Over the past decade, CAS has emerged as a potential alternative to CEA. The appeal of CAS has been driven in part by patient, physician, and hospital preferences for less invasive procedures, with underlying assumptions that this would lead to a reduction in complications, length of stay, and cost, although the latter 2 appear to not be borne out in practice.[25,28,38,51] The choice between CEA and CAS has therefore been primarily centered around which technique provides better clinical outcomes. Multiple CAS case series and registries have emerged, of mixed quality and with conflicting data, which will not be reviewed here. Unfortunately, large-scale randomized controlled trials comparing the 2 revascularization techniques have proven controversial, and have not convincingly identified a superior technique.[11,17,22,26,33,34,40,50] The most recent trial, CREST, was designed to avoid prior pitfalls and to reach definitive conclusions regarding choice of revascularization technique for carotid stenosis, although interpretation of its results has not been free of controversy either.[2,5]

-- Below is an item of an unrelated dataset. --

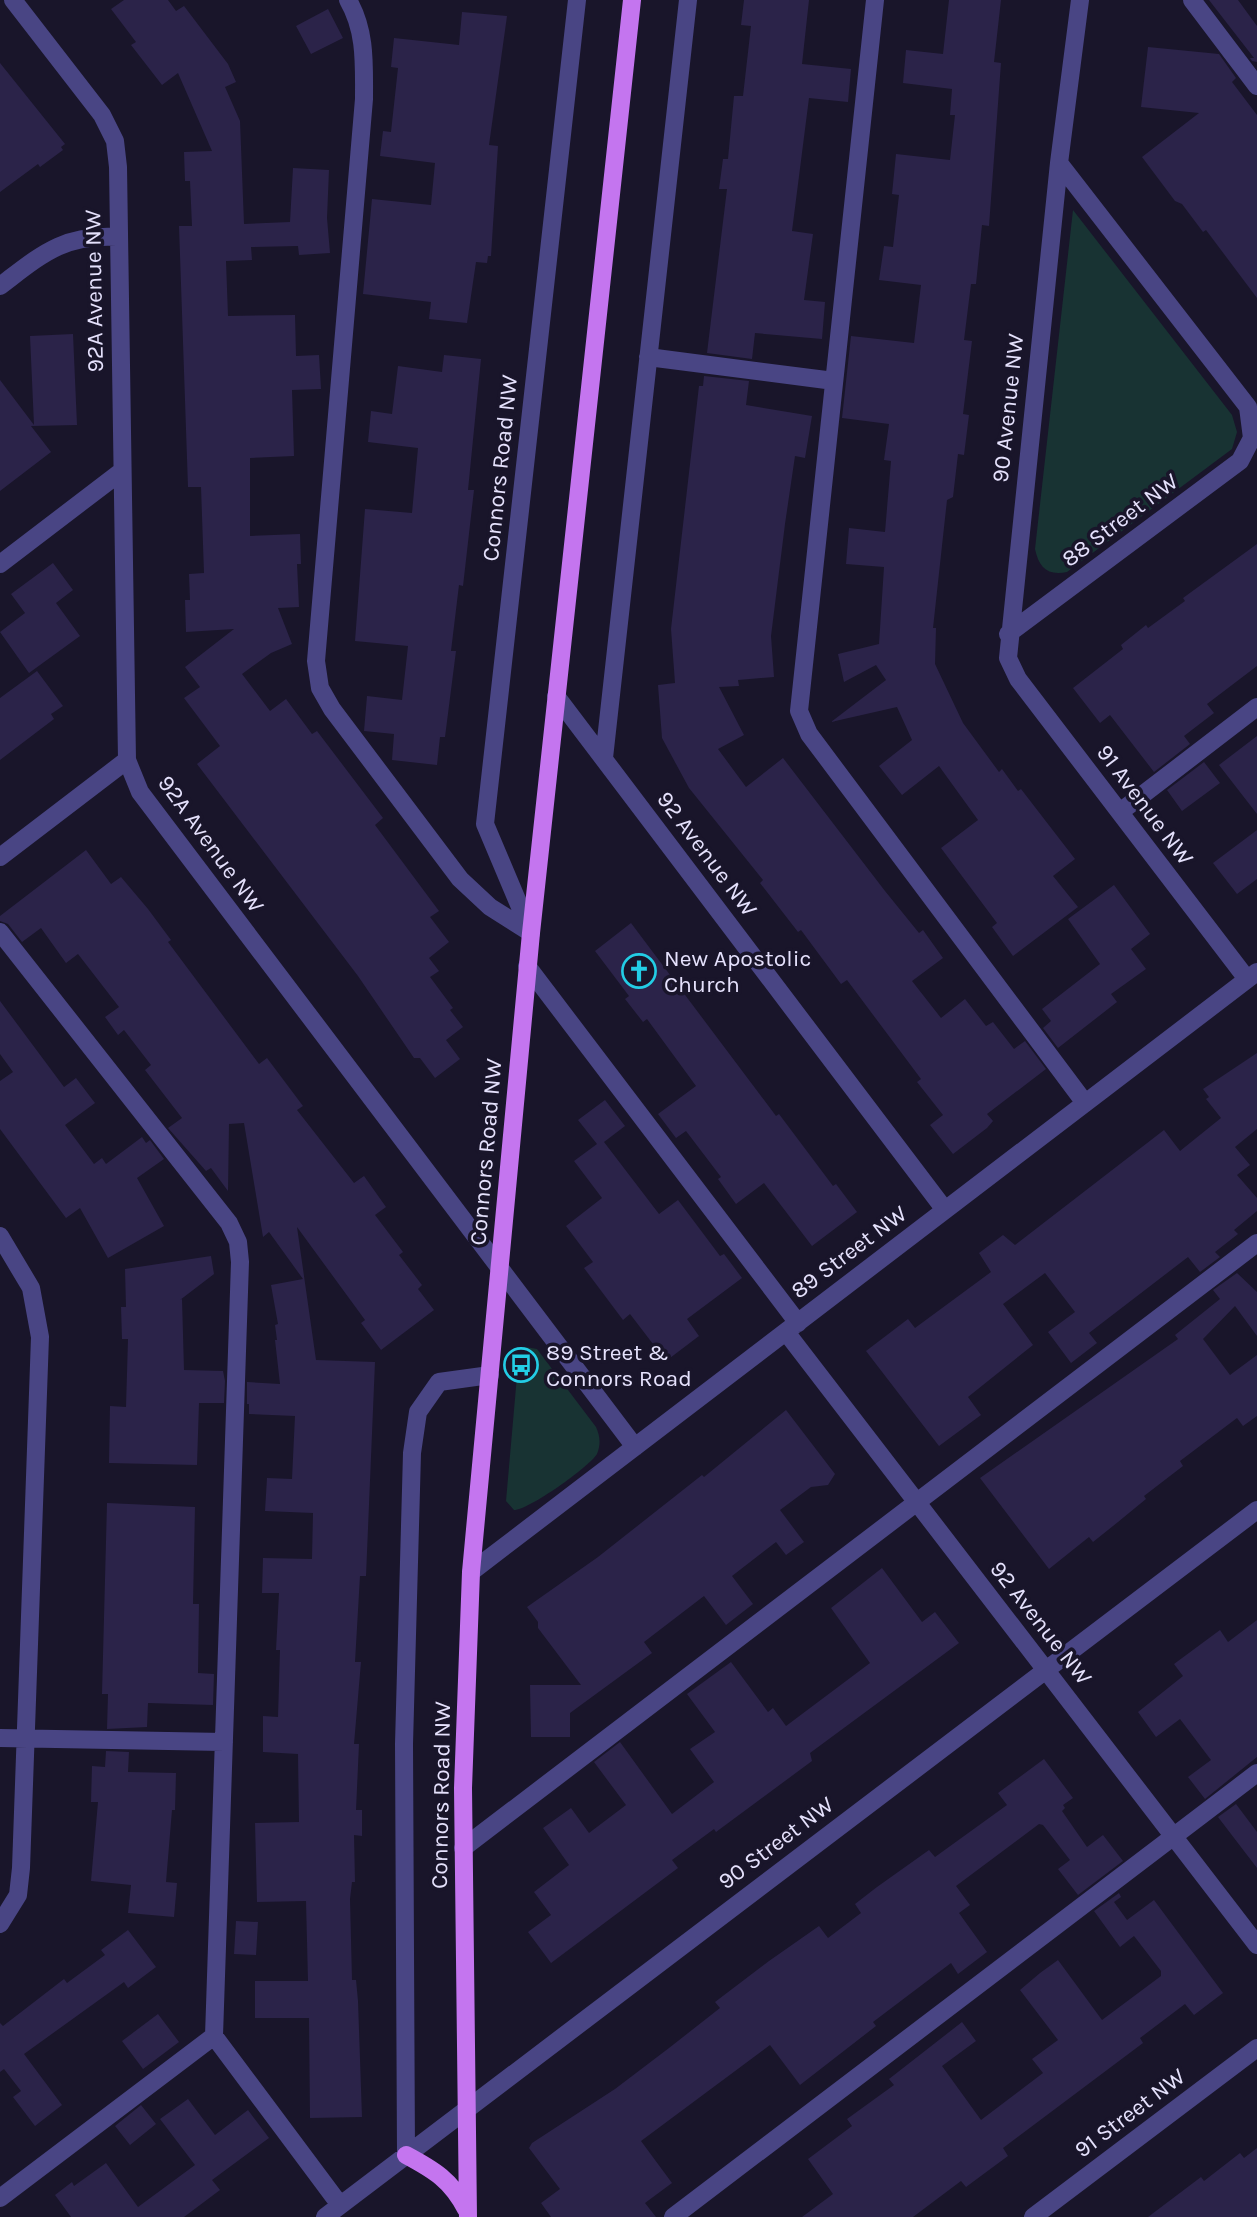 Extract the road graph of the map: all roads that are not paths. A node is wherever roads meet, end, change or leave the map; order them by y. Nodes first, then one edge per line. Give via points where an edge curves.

Health care is undergoing a radical transformation. The economic environment has challenged health care organizations to deliver optimal services in the face of compromised cash flows, reduced resources, and declining margins. There is an overwhelming need for health care policy makers to audit current practices to ensure incorporation of cost-effective guidelines without compromising quality and outcomes of care. Our objective in this review of trials comparing CEA, CAS, and BMT in patients with carotid artery stenosis was to analyze existing evidence and cite comparative measures to consider while making such treatment decisions.

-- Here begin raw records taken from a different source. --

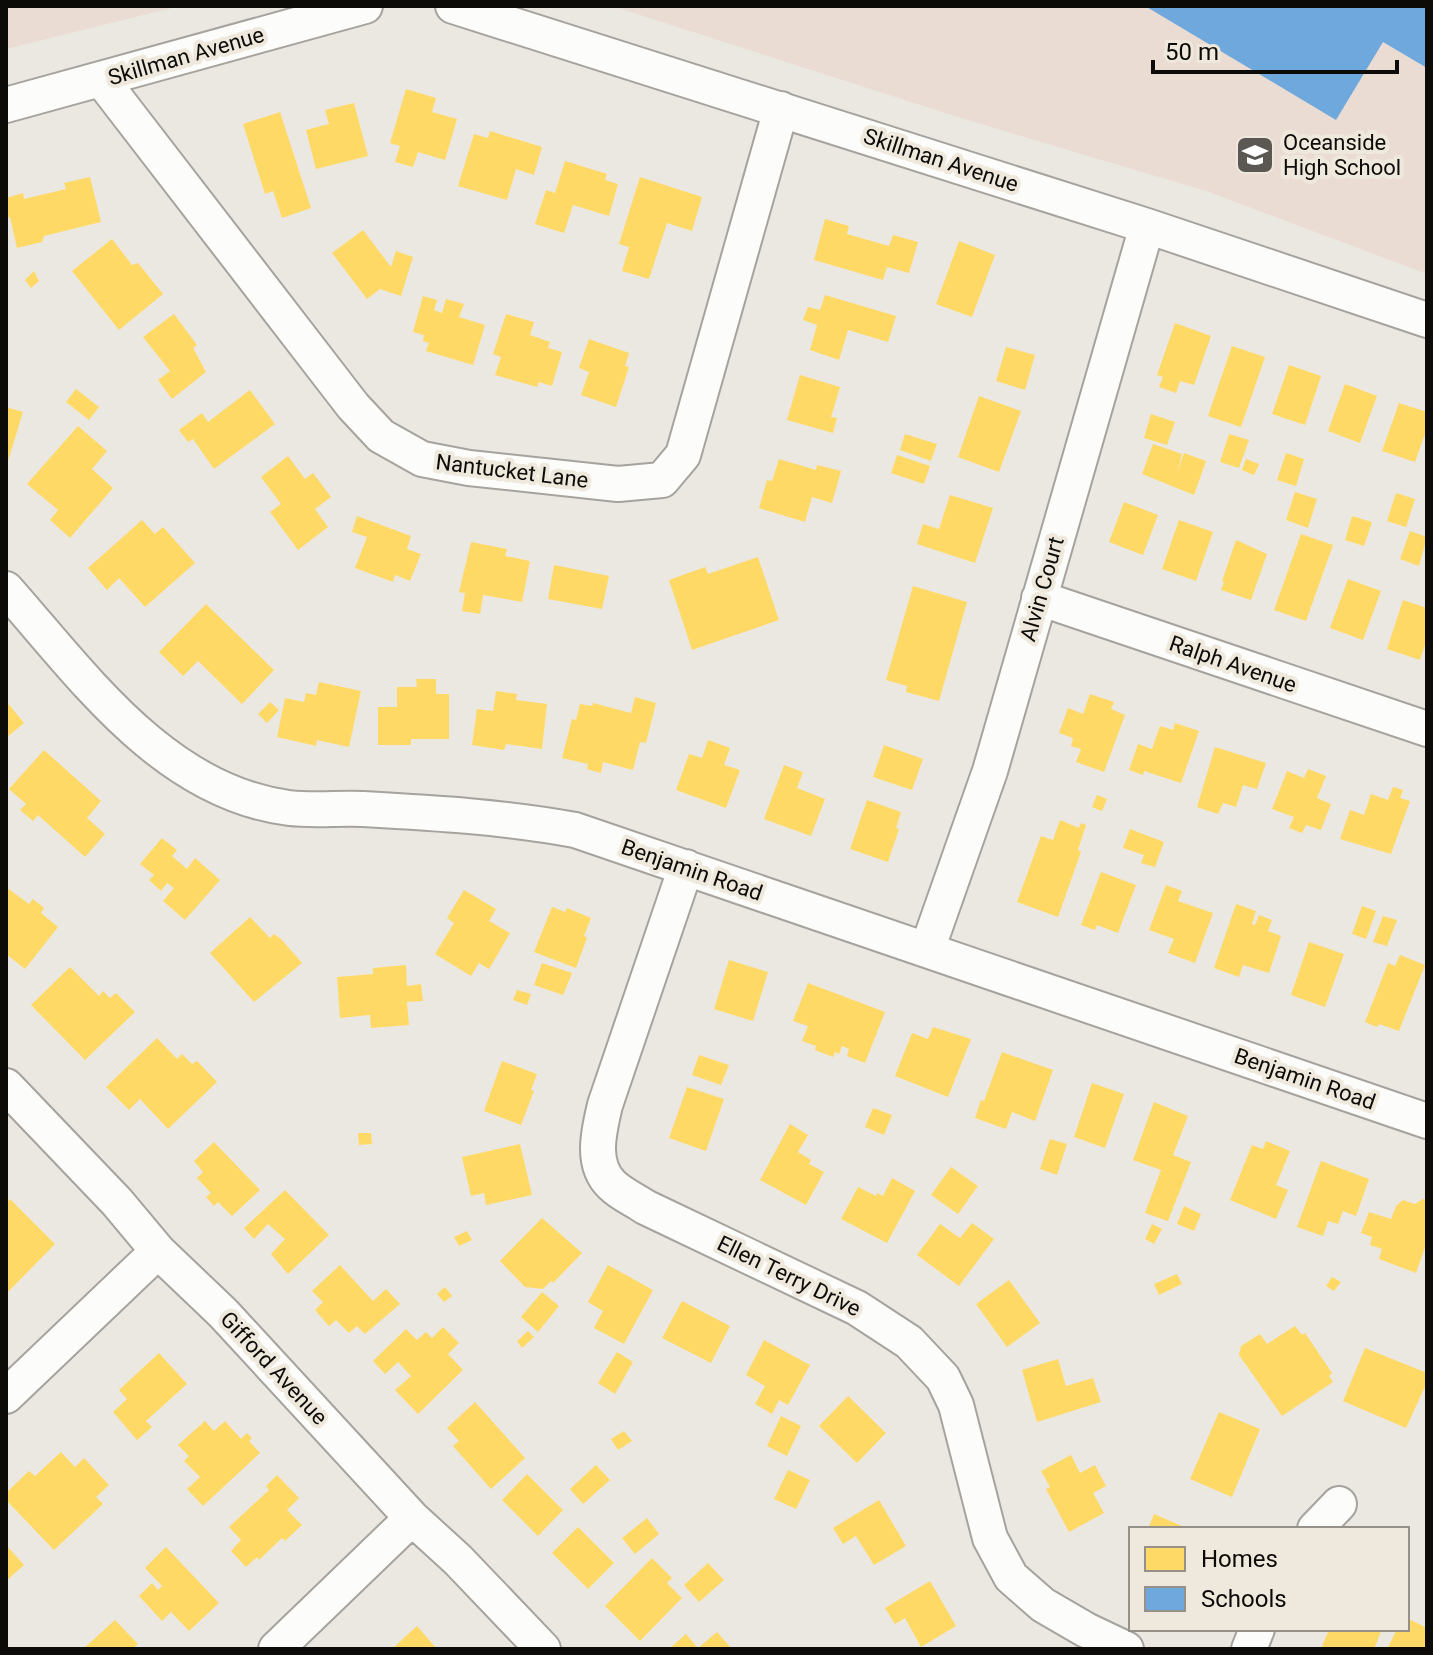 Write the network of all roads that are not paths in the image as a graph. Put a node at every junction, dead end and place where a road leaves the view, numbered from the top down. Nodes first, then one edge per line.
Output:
1 (365, 6) edge
2 (453, 6) edge
3 (101, 79) junction
4 (6, 105) edge
5 (781, 109) junction
6 (1147, 226) junction
7 (1427, 320) edge
8 (6, 589) edge
9 (1039, 598) junction
10 (1427, 729) edge
11 (686, 867) junction
12 (927, 950) junction
13 (6, 1086) edge
14 (1427, 1121) edge
15 (158, 1251) junction
16 (6, 1396) edge
17 (1339, 1504) dead end
18 (412, 1518) junction
19 (1317, 1527) edge
20 (276, 1649) edge
21 (543, 1649) edge
22 (1126, 1649) edge

1 - 3 street, Skillman Avenue
2 - 5 street, Skillman Avenue
3 - 4 street, Skillman Avenue
3 - 5 street, Nantucket Lane
5 - 6 street, Skillman Avenue
6 - 7 street, Skillman Avenue
6 - 9 street, Alvin Court
8 - 11 street, Benjamin Road
9 - 10 street, Ralph Avenue
9 - 12 street, Alvin Court
11 - 12 street, Benjamin Road
11 - 22 street, Ellen Terry Drive
12 - 14 street, Benjamin Road
13 - 15 street, Gifford Avenue
15 - 16 street
15 - 18 street, Gifford Avenue
17 - 19 street
18 - 20 street
18 - 21 street, Gifford Avenue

Young et al summarizes their findings:


Patients with symptomatic stenosis > 70% should undergo carotid revascularization. There is clear evidence that CEA is superior to BMT for such a group, with an absolute risk reduction of 15.6%. The benefits of CEA for 50%–69% stenosis, although significant, were modest compared with those in patients with 70% stenosis. Therefore, revascularization is recommended for 50%–69% symptomatic stenosis, with the understanding that aggressive lipid management and other antiplatelet agents have been added to the BMT regimen since NASCET and ECST were conducted, and may be useful in this population. Based on meta-analysis and recent data, CEA remains the procedure of choice for revascularization of symptomatic stenosis ≥ 50%; however, CAS is a potential alternative for patients with specific high-risk factors for CEA (for example, contralateral occlusion, radiation therapy, restenosis). Also, CAS has other, less well-defined indications, such as severe chronic obstructive pulmonary disease or the somewhat ambiguous “high risk” criteria.

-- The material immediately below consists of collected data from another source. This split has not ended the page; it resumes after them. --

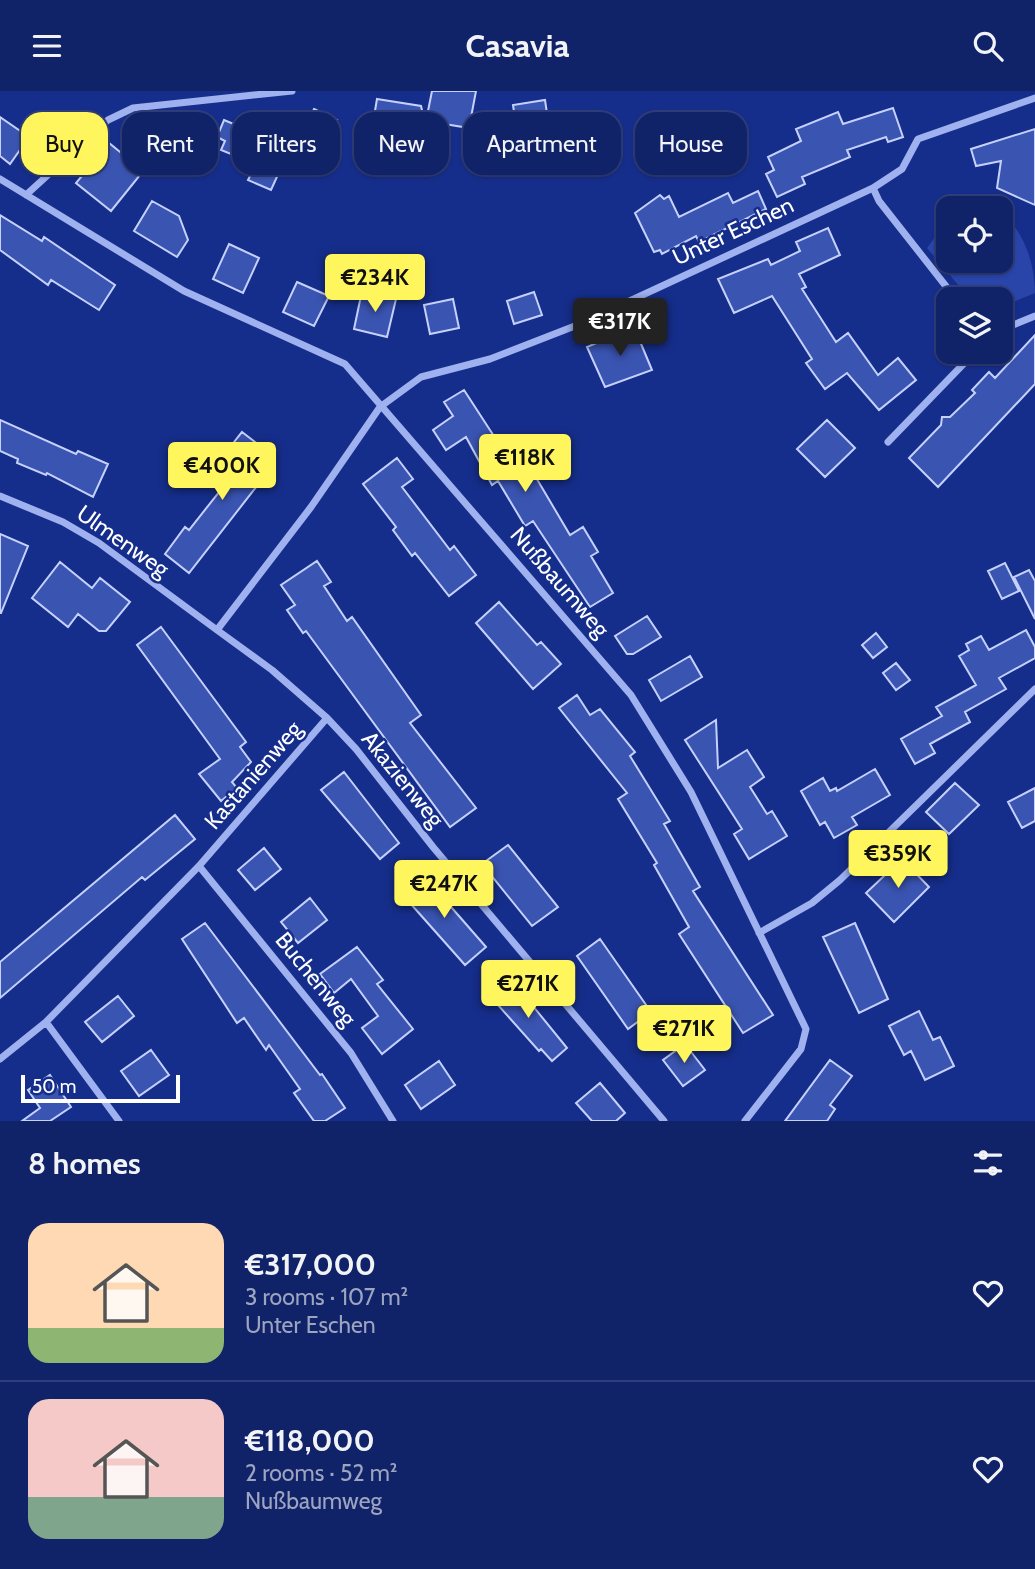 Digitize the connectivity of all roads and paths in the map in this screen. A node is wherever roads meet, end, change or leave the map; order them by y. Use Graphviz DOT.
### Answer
graph roads {
  1 [pos="292,91"];
  2 [pos="1035,98"];
  3 [pos="0,179"];
  4 [pos="873,188"];
  5 [pos="26,195"];
  6 [pos="947,287"];
  7 [pos="1035,316"];
  8 [pos="1013,325"];
  9 [pos="963,364"];
  10 [pos="380,407"];
  11 [pos="888,442"];
  12 [pos="0,496"];
  13 [pos="217,630"];
  14 [pos="1035,689"];
  15 [pos="327,718"];
  16 [pos="199,866"];
  17 [pos="759,933"];
  18 [pos="46,1022"];
  19 [pos="0,1059"];
  20 [pos="119,1121"];
  21 [pos="393,1121"];
  22 [pos="664,1121"];
  23 [pos="745,1121"];
  1 -- 5 [label="street"];
  2 -- 4 [label="street, Unter Eschen"];
  3 -- 5 [label="street, Nußbaumweg"];
  4 -- 6 [label="street"];
  4 -- 10 [label="street, Unter Eschen"];
  5 -- 10 [label="street, Nußbaumweg"];
  7 -- 8 [label="street"];
  9 -- 11 [label="street"];
  10 -- 13 [label="street"];
  10 -- 17 [label="street, Nußbaumweg"];
  12 -- 13 [label="street, Ulmenweg"];
  13 -- 15 [label="street, Kastanienweg"];
  14 -- 17 [label="street"];
  15 -- 16 [label="street, Kastanienweg"];
  15 -- 22 [label="street, Akazienweg"];
  16 -- 18 [label="street, Kastanienweg"];
  16 -- 21 [label="street, Buchenweg"];
  17 -- 23 [label="street, Nußbaumweg"];
  18 -- 19 [label="street, Kastanienweg"];
  18 -- 20 [label="street"];
}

We found that CEA has a modest benefit for asymptomatic stenosis, given at least a 3–5 year life expectancy after surgery. In contrast, CAS has a dubious benefit for asymptomatic stenosis; procedural morbidity and mortality rates approach or exceed 3%, whereas the procedural risks with CEA remain much lower. With the declining incidence of stroke due to asymptomatic lesions and the current natural history, SPACE-2 and other trials are well justified to compare BMT against CAS or CEA. The CAS procedure for asymptomatic stenosis should remain relegated to clinical trials, which should also include an arm for BMT.

What  does all of this mean:

Surgery is better than medications for severe stenosis, particularly in symptomatic patients.

Stenting is a viable option is symptomatic patients with high risks of surgical complications (complications as defined above).  Stenting should not be used in asymptomatic patients.

Basic medical treatment is a useful therapy, particularly in patients with borderline asymptomatic (50-60%) surgical stenosis, and combined with other treatments in patients with greater stenosis (or symptomatic).


Does this preclude stent technology in the future – No.  as stenting technology advances, stenting may become a more viable option for larger groups of people.